* **EXERCISE DESCRIPTION**
The lines below that include the word "pixels" are to be reported.

══════════════════════════════

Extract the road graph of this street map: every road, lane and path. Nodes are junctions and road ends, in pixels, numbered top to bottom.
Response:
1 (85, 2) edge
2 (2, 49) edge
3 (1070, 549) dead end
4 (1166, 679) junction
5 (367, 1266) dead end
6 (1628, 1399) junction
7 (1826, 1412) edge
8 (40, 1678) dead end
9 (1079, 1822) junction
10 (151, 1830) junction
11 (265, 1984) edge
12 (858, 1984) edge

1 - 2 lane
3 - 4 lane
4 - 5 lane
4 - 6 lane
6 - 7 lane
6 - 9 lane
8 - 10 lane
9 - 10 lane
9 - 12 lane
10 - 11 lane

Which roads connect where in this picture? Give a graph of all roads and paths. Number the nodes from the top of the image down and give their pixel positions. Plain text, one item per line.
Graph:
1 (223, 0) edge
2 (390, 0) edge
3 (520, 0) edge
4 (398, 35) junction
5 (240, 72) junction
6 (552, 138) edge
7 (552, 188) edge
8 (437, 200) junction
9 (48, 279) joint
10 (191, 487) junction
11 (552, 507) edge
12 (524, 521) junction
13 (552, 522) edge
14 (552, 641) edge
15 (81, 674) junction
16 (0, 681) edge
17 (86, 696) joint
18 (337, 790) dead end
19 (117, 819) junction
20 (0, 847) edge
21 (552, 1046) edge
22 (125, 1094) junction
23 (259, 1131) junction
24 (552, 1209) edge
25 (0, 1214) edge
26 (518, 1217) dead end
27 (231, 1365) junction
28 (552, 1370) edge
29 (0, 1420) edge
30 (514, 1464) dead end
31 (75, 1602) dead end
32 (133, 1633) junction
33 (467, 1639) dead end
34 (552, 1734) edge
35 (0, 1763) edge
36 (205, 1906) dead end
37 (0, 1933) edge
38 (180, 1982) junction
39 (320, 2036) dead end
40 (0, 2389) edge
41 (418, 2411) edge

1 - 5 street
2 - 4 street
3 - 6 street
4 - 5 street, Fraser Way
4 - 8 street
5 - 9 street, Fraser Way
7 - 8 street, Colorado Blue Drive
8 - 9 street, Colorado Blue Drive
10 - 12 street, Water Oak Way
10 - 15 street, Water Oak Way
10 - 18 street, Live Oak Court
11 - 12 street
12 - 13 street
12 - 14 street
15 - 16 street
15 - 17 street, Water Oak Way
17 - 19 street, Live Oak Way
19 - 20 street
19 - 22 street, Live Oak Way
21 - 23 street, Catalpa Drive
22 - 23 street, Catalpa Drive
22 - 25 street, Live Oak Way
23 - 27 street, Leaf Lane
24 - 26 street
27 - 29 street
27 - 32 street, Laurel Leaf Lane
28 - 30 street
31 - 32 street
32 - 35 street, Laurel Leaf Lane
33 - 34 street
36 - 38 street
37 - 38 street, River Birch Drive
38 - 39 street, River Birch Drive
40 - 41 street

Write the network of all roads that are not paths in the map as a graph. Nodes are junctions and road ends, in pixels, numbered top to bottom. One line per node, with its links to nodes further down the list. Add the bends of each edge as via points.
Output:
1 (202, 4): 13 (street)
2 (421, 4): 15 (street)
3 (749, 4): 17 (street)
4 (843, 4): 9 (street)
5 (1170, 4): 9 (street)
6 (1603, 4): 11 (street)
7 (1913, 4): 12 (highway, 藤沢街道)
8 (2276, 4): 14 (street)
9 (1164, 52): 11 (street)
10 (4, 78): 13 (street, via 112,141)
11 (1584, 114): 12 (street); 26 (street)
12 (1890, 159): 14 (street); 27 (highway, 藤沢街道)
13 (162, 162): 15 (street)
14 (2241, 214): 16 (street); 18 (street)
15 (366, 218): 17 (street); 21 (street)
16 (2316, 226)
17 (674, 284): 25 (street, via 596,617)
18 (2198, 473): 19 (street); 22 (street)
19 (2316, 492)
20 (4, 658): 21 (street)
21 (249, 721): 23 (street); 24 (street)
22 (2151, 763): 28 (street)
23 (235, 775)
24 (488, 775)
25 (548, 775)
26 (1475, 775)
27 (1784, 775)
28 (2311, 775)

══════════════════════════════

* **RESULT OF THE TASK**
Extract the road graph of this street map: every road, lane and path. Nodes are junctions and road ends, in pixels, numbered top to bottom.
Write the network of all roads that are not paths in the map as a graph. Nodes are junctions and road ends, in pixels, numbered top to bottom. One line per node, with its links to nodes further down the list. Add the bends of each edge as via points.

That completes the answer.